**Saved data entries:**
- - -

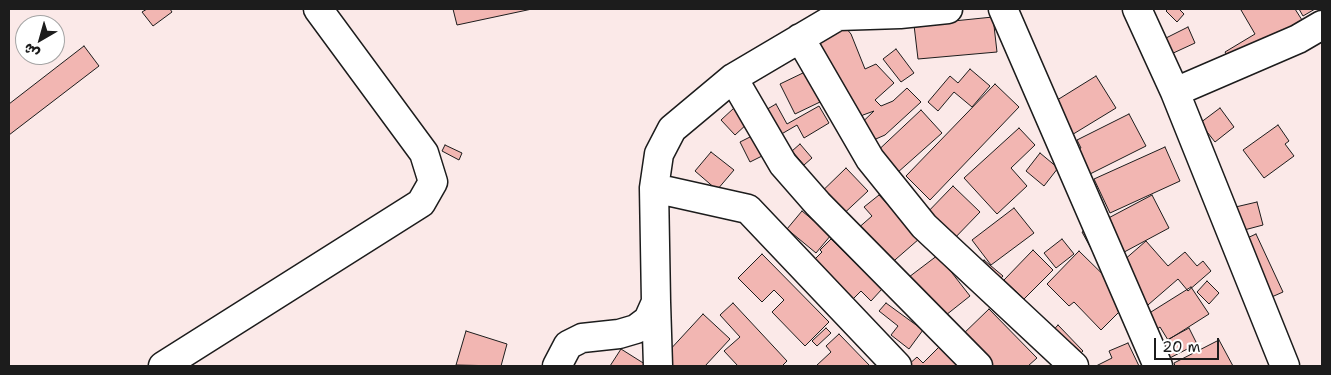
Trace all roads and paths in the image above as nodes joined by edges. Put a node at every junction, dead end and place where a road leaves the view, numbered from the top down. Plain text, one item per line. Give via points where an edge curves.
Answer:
1 (318, 9) edge
2 (948, 9) edge
3 (1003, 9) edge
4 (1137, 9) edge
5 (838, 12) edge
6 (1322, 25) edge
7 (800, 38) junction
8 (733, 78) junction
9 (1175, 92) junction
10 (654, 188) junction
11 (656, 302) junction
12 (164, 366) edge
13 (556, 366) edge
14 (658, 366) edge
15 (896, 366) edge
16 (978, 366) edge
17 (1074, 366) edge
18 (1158, 366) edge
19 (1285, 366) edge

1 - 12 street via 424,153 433,182 421,203
2 - 5 street via 900,14
3 - 18 street
4 - 9 street
5 - 7 street
6 - 9 street via 1298,39
7 - 8 street
7 - 17 street via 870,159 924,226
8 - 10 street via 672,129 659,154
8 - 16 street via 783,164 818,204
9 - 19 street
10 - 11 street
10 - 15 street via 748,209
11 - 13 street via 648,320 636,329 582,338 568,345
11 - 14 street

- - -

**WORK TO COMPLETE:** Transcribe every line of the data exactly. No pictures go in the copy.

**EXPECTED ANSWER:**
Trace all roads and paths in the image above as nodes joined by edges. Put a node at every junction, dead end and place where a road leaves the view, numbered from the top down. Plain text, one item per line. Give via points where an edge curves.
Answer:
1 (318, 9) edge
2 (948, 9) edge
3 (1003, 9) edge
4 (1137, 9) edge
5 (838, 12) edge
6 (1322, 25) edge
7 (800, 38) junction
8 (733, 78) junction
9 (1175, 92) junction
10 (654, 188) junction
11 (656, 302) junction
12 (164, 366) edge
13 (556, 366) edge
14 (658, 366) edge
15 (896, 366) edge
16 (978, 366) edge
17 (1074, 366) edge
18 (1158, 366) edge
19 (1285, 366) edge

1 - 12 street via 424,153 433,182 421,203
2 - 5 street via 900,14
3 - 18 street
4 - 9 street
5 - 7 street
6 - 9 street via 1298,39
7 - 8 street
7 - 17 street via 870,159 924,226
8 - 10 street via 672,129 659,154
8 - 16 street via 783,164 818,204
9 - 19 street
10 - 11 street
10 - 15 street via 748,209
11 - 13 street via 648,320 636,329 582,338 568,345
11 - 14 street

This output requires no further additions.